Task directions ▸ Pick every line from the data that holds the word "Promienna".
○ ○ ○ ○ ○ ○ ○
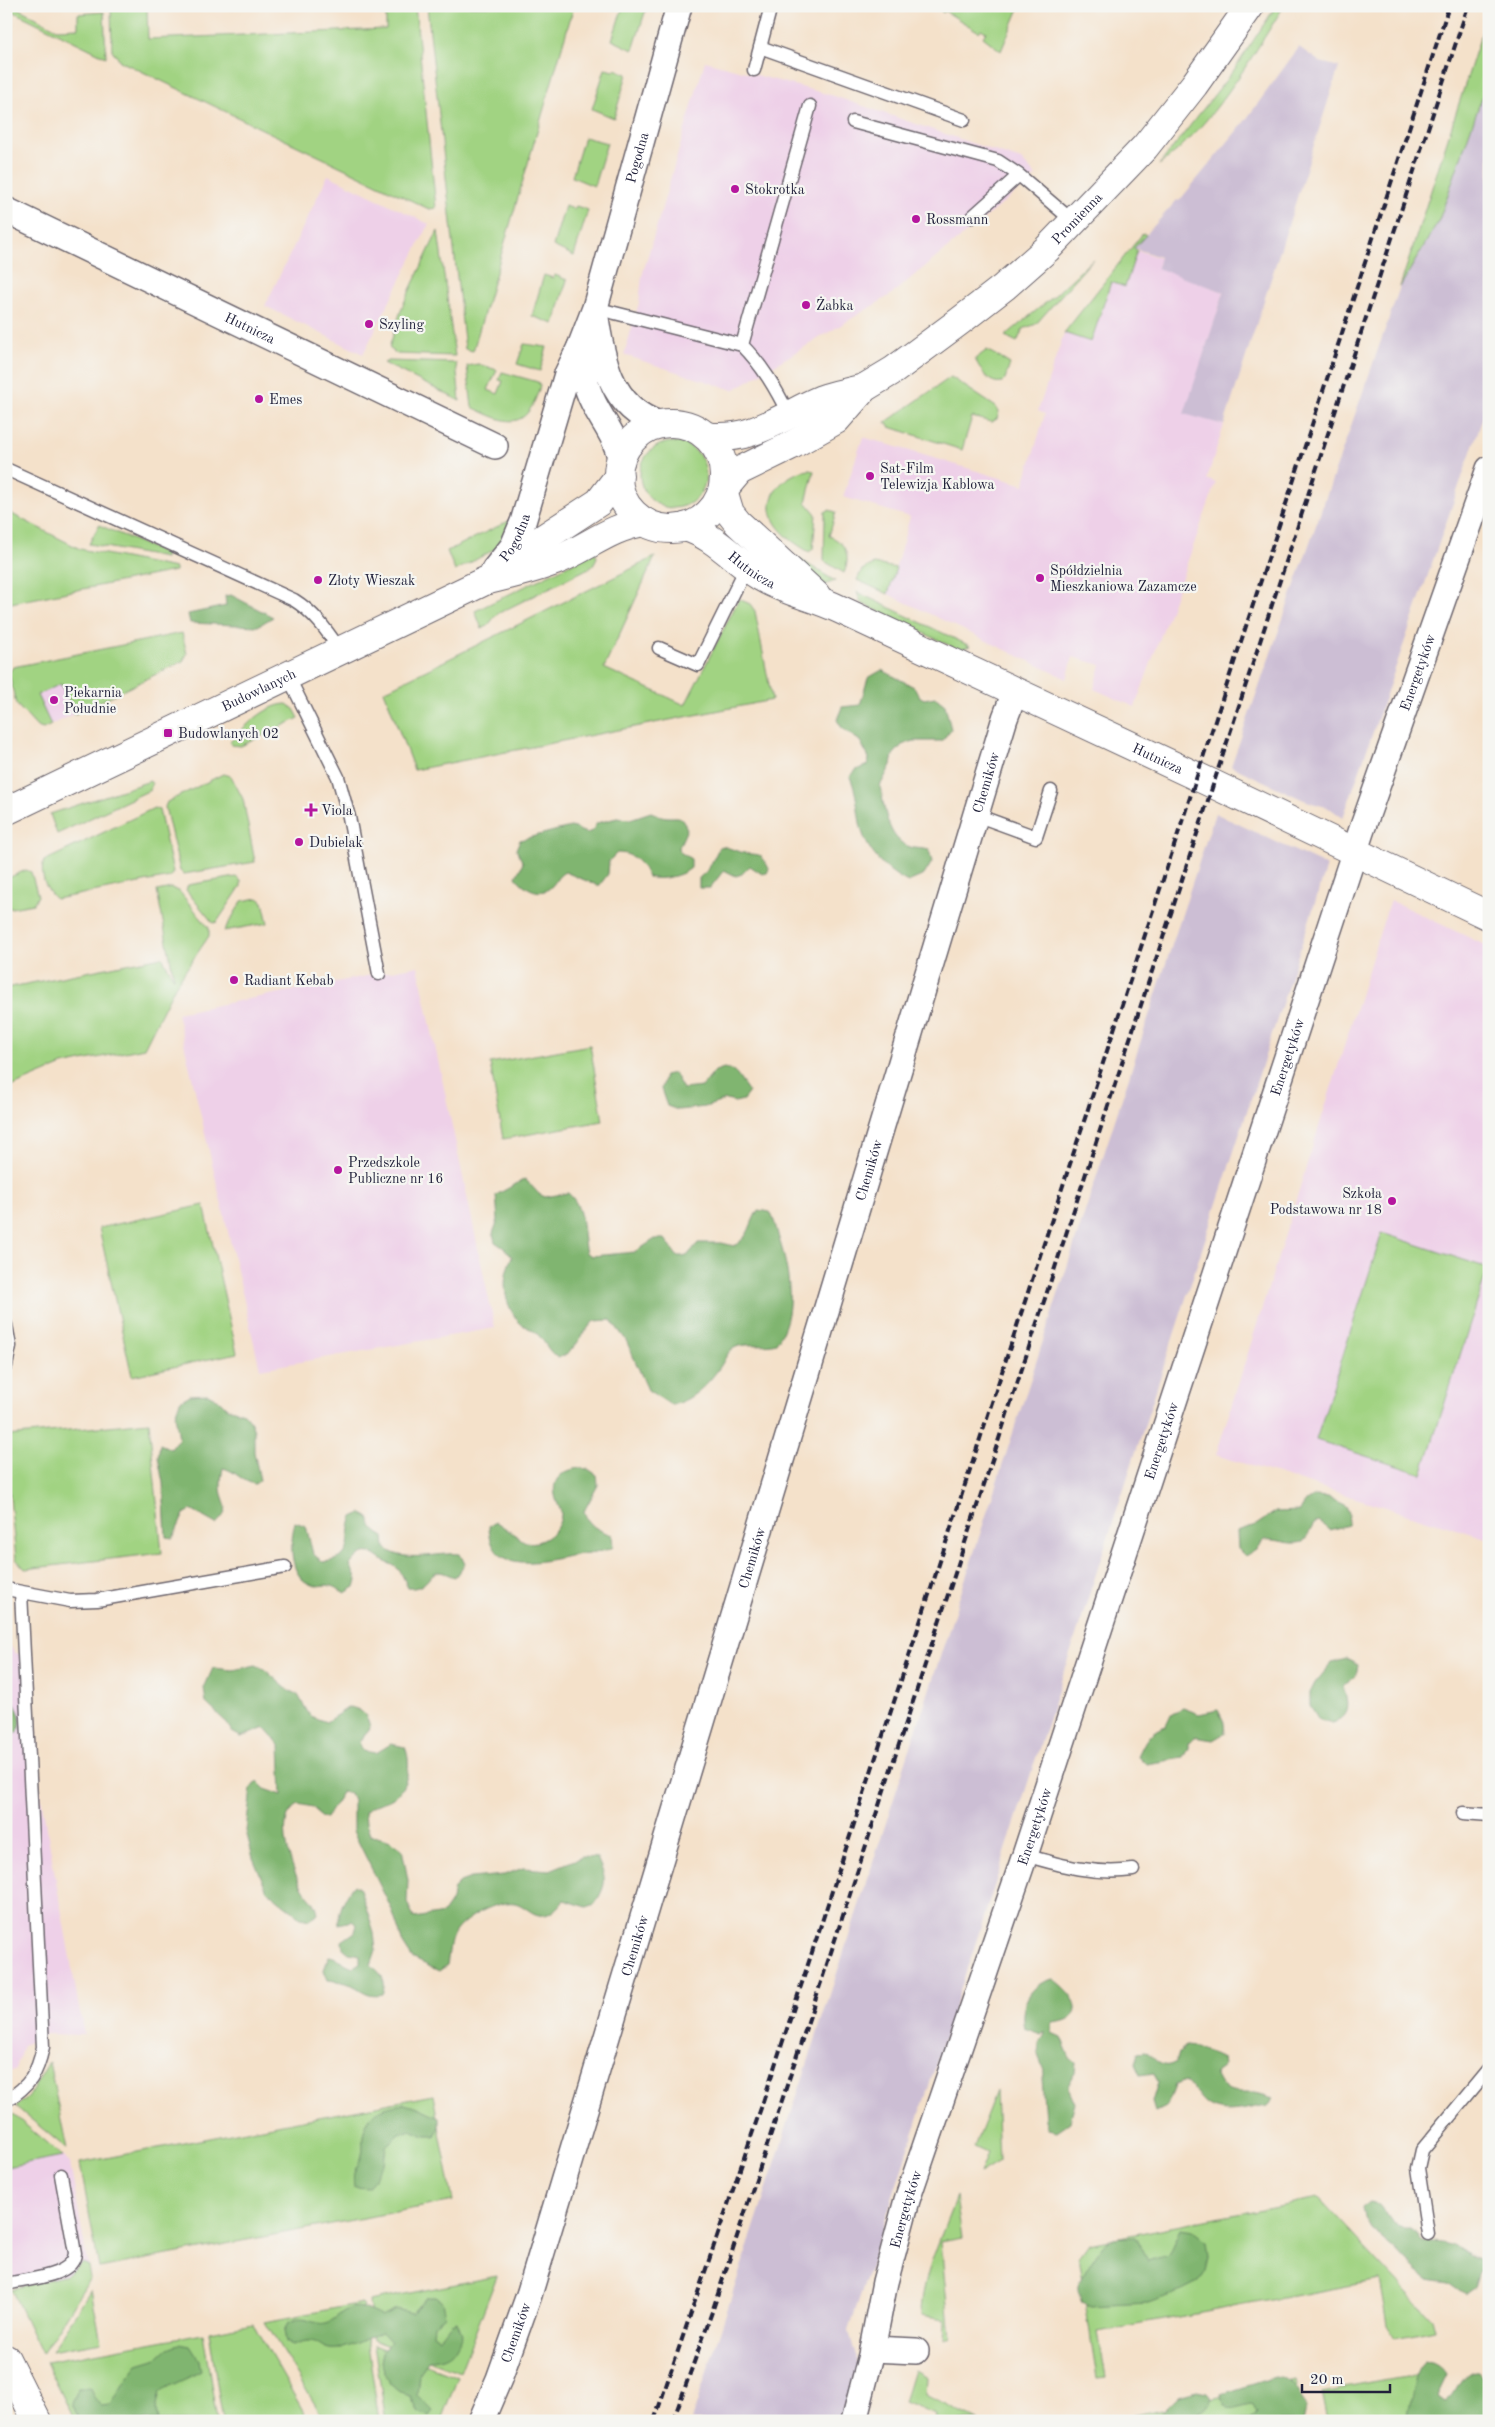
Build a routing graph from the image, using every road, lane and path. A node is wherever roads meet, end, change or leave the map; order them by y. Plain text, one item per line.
1 (679, 6) edge
2 (771, 6) edge
3 (1250, 6) edge
4 (760, 47) junction
5 (754, 70) dead end
6 (810, 106) dead end
7 (964, 120) dead end
8 (853, 122) dead end
9 (1019, 175) junction
10 (6, 210) edge
11 (972, 217) dead end
12 (1074, 222) junction
13 (595, 308) junction
14 (742, 345) junction
15 (580, 347) junction
16 (864, 388) junction
17 (789, 415) junction
18 (660, 424) junction
19 (706, 436) junction
20 (495, 446) dead end
21 (1489, 468) edge
22 (6, 469) edge
23 (620, 469) junction
24 (723, 490) junction
25 (645, 522) junction
26 (685, 527) junction
27 (746, 568) junction
28 (484, 581) junction
29 (825, 602) junction
30 (659, 648) dead end
31 (340, 650) junction
32 (288, 676) junction
33 (1015, 692) junction
34 (1051, 791) dead end
35 (6, 811) edge
36 (976, 815) junction
37 (1355, 852) junction
38 (1489, 916) edge
39 (379, 974) dead end
40 (6, 1325) edge
41 (6, 1366) edge
42 (285, 1567) dead end
43 (6, 1589) edge
44 (21, 1592) junction
45 (1463, 1813) dead end
46 (1489, 1814) edge
47 (1025, 1855) junction
48 (1133, 1870) dead end
49 (1489, 2069) edge
50 (6, 2101) edge
51 (62, 2175) dead end
52 (1428, 2234) dead end
53 (6, 2284) edge
54 (872, 2349) junction
55 (916, 2351) dead end
56 (6, 2359) edge
57 (37, 2421) edge
58 (481, 2421) edge
59 (854, 2421) edge

1 - 13 street, Pogodna
2 - 4 lane
3 - 12 street, Promienna
4 - 5 lane
4 - 7 lane
6 - 14 lane
8 - 9 lane
9 - 11 lane
9 - 12 lane
10 - 20 street, Hutnicza
12 - 16 street, Promienna
13 - 14 lane
13 - 15 street, Pogodna
13 - 18 street, Pogodna
14 - 17 lane
15 - 23 street, Pogodna
15 - 28 street, Pogodna
16 - 17 street, Promienna
16 - 24 street, Promienna
17 - 19 street, Promienna
18 - 19 street
18 - 23 street
19 - 24 street
21 - 37 street, Energetyków
22 - 31 lane
23 - 25 street
23 - 28 street, Budowlanych
24 - 26 street
24 - 29 street, Hutnicza
25 - 26 street
25 - 28 street, Budowlanych
26 - 27 street, Hutnicza
27 - 29 street, Hutnicza
27 - 30 lane
28 - 31 street, Budowlanych
29 - 33 street, Hutnicza
31 - 32 street, Budowlanych
32 - 35 street, Budowlanych
32 - 39 lane
33 - 36 street, Chemików
33 - 37 street, Hutnicza
34 - 36 lane
36 - 58 street, Chemików
37 - 38 street, Hutnicza
37 - 47 street, Energetyków
40 - 41 lane
42 - 44 lane
43 - 44 lane
44 - 50 lane
45 - 46 lane
47 - 48 lane
47 - 54 street, Energetyków
49 - 52 lane
51 - 53 lane
54 - 55 street
54 - 59 street, Energetyków
56 - 57 street

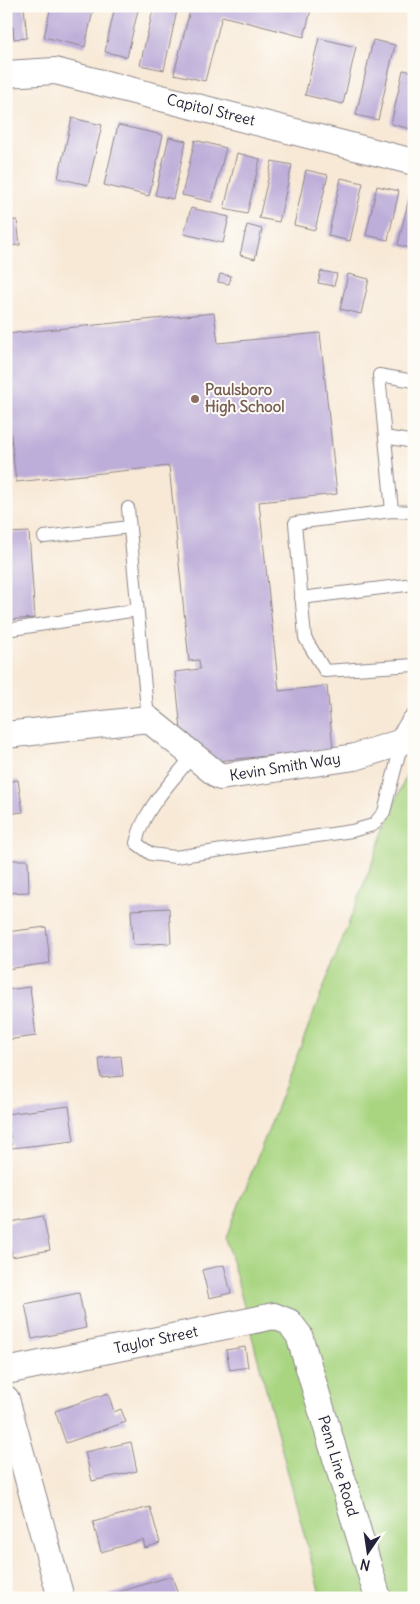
○ ○ ○ ○ ○ ○ ○
Response below ▸
3 - 12 street, Promienna
12 - 16 street, Promienna
16 - 17 street, Promienna
16 - 24 street, Promienna
17 - 19 street, Promienna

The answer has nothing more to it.